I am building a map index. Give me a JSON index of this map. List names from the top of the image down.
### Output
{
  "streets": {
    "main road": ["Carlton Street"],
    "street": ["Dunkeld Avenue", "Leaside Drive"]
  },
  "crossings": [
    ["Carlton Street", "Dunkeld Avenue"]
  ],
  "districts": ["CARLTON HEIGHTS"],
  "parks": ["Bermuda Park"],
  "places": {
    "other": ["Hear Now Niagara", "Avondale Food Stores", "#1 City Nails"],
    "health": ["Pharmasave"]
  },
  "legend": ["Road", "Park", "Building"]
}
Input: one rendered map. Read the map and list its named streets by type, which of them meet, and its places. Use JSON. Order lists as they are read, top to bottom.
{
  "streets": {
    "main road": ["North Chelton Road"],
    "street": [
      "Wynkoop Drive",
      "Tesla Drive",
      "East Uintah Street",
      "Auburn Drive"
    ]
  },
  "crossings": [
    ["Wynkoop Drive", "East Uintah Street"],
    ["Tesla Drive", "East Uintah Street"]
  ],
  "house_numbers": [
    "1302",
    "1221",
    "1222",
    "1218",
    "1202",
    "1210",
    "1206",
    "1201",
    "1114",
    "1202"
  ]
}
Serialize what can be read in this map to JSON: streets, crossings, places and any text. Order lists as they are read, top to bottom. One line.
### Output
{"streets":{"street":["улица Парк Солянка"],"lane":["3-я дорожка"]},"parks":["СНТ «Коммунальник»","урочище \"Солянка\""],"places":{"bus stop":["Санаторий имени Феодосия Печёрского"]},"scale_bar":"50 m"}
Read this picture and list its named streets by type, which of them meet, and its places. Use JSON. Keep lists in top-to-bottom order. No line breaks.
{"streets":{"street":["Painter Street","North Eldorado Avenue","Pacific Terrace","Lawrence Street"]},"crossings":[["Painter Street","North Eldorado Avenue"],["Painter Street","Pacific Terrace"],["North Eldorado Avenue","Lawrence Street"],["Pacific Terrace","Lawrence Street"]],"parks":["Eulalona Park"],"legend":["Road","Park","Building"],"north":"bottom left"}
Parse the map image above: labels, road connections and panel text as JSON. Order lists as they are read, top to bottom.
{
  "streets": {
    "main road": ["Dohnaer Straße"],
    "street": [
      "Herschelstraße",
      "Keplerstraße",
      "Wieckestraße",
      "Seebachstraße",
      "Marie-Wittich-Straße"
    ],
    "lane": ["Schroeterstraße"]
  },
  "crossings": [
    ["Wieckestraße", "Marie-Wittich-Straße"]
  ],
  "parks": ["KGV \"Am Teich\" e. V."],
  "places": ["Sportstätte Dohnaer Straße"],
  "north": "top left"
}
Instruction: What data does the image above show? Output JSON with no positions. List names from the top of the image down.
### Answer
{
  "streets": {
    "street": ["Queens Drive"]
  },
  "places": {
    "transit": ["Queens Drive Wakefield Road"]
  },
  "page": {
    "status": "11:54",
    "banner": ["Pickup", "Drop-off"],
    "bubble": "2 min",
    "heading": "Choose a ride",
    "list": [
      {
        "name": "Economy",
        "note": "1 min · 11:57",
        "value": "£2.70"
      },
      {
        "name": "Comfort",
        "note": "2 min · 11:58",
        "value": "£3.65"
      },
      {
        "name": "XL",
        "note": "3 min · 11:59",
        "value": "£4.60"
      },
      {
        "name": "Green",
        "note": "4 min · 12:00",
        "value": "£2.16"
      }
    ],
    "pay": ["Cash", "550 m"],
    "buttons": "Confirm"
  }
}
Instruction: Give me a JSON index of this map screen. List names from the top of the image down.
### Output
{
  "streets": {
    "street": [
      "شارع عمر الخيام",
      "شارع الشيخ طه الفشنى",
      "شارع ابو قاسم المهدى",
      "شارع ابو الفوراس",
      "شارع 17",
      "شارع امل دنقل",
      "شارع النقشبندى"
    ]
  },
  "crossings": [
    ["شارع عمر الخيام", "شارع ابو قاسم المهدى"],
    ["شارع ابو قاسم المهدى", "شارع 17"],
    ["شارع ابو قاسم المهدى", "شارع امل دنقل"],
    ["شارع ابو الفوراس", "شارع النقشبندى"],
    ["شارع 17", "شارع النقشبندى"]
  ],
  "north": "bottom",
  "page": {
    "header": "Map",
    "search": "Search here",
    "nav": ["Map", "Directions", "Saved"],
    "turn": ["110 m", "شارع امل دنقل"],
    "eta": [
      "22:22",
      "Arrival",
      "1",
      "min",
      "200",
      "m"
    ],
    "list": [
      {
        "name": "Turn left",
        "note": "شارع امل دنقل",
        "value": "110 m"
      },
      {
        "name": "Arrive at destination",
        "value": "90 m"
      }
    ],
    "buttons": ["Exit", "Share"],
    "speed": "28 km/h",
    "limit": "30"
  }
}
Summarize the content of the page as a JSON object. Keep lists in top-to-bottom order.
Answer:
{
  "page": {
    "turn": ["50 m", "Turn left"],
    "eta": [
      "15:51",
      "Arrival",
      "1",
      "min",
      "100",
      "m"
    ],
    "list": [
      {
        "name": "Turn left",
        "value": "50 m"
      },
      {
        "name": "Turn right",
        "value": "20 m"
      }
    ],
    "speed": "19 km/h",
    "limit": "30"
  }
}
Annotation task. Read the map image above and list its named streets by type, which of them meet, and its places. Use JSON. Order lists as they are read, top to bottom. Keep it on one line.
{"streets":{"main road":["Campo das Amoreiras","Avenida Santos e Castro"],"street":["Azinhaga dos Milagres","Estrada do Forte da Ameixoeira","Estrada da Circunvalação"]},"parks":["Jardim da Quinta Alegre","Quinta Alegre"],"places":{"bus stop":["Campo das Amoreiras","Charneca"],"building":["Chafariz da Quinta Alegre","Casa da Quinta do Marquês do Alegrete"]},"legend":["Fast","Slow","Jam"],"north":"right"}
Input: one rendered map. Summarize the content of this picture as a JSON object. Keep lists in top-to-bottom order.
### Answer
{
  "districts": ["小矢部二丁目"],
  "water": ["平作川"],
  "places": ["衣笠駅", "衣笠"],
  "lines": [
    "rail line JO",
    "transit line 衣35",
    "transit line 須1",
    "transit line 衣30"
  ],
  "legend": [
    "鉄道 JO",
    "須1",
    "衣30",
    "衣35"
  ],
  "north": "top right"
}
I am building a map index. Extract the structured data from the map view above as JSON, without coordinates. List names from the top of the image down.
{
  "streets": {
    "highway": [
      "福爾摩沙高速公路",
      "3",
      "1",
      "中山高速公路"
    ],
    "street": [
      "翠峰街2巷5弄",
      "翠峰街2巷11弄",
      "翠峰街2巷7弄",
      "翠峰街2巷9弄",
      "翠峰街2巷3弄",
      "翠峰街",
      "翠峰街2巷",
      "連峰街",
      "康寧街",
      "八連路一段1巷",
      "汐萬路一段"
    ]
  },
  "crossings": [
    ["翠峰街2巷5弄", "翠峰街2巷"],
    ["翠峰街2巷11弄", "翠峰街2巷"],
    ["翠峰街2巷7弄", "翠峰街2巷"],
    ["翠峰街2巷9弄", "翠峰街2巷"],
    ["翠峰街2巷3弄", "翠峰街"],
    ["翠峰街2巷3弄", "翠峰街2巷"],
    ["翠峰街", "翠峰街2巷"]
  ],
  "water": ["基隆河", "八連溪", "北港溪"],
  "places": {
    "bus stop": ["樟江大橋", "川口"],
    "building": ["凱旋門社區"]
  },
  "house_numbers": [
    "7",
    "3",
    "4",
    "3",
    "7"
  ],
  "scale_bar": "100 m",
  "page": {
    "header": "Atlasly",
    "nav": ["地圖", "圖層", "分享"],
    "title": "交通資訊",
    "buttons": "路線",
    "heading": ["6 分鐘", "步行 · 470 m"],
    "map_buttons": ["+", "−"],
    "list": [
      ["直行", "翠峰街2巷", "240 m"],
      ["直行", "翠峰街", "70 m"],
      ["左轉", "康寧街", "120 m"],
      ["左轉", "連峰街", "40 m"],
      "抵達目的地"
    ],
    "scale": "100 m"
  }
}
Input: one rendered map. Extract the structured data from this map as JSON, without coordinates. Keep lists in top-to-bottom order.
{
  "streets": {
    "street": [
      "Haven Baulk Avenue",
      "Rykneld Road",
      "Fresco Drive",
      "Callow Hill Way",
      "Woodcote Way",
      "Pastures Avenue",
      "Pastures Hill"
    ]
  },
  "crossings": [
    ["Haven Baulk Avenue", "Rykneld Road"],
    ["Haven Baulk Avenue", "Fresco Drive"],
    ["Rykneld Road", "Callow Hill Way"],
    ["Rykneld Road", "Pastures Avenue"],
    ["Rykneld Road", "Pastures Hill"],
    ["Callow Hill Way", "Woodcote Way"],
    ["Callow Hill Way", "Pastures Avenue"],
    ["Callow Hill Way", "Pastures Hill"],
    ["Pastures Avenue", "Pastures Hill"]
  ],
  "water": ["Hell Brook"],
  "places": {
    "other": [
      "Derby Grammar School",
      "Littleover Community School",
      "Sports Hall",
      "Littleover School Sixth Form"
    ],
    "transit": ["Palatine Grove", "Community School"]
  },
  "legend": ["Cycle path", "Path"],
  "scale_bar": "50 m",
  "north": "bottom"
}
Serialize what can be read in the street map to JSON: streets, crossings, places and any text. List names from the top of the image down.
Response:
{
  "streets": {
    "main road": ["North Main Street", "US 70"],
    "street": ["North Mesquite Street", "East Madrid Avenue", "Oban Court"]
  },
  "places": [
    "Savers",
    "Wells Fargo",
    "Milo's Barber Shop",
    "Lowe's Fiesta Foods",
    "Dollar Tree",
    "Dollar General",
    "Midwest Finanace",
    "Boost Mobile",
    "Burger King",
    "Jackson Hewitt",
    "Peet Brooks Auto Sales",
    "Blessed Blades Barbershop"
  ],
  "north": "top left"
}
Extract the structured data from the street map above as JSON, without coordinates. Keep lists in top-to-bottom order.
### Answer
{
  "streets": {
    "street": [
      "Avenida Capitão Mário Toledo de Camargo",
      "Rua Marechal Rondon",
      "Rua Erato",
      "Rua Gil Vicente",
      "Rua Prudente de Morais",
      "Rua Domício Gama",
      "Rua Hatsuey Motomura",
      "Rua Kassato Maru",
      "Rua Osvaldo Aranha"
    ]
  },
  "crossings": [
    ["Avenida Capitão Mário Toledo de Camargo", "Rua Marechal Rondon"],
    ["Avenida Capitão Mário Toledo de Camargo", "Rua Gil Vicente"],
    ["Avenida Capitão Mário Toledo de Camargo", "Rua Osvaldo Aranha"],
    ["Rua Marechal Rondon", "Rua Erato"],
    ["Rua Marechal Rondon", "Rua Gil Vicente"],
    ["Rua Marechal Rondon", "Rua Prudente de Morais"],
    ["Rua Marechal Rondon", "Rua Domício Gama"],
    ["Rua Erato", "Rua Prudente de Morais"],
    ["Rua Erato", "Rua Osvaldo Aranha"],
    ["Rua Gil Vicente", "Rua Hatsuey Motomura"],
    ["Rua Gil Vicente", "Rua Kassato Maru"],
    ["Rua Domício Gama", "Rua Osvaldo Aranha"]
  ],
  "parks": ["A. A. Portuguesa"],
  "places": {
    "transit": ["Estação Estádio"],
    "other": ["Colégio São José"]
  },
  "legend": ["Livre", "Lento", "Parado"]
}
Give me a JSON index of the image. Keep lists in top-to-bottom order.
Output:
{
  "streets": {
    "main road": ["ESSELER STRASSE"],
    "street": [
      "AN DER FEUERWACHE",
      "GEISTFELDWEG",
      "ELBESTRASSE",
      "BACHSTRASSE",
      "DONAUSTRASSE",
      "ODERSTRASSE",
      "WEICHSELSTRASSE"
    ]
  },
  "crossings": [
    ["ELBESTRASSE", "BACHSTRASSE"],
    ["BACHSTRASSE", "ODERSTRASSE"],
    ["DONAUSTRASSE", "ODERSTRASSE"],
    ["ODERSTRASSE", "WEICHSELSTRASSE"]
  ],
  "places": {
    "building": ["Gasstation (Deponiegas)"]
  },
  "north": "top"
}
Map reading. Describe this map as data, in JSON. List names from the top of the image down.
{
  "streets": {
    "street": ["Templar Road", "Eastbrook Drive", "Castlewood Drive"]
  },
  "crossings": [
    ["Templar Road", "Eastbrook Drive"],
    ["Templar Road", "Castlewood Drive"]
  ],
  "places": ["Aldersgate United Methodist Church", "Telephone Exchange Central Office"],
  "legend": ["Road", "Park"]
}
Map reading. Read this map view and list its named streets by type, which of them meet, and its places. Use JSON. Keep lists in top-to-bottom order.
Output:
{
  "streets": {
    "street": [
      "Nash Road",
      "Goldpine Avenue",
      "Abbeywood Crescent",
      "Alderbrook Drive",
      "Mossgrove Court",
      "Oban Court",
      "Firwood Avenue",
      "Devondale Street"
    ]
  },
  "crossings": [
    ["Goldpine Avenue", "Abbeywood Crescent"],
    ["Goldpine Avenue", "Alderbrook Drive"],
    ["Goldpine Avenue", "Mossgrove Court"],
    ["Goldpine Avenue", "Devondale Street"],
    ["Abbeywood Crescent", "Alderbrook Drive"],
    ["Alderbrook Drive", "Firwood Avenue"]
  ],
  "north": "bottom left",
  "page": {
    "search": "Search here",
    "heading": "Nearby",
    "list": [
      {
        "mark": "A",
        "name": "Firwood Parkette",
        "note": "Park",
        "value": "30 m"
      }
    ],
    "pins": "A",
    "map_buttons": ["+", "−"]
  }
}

__Work to be completed__
Find the word "content" in the entries above, then copy each line that holds it.

__Task answer__
Summarize the content of the page as a JSON object. Keep lists in top-to-bottom order.
Input: one rendered map. Summarize the content of this picture as a JSON object. Keep lists in top-to-bottom order.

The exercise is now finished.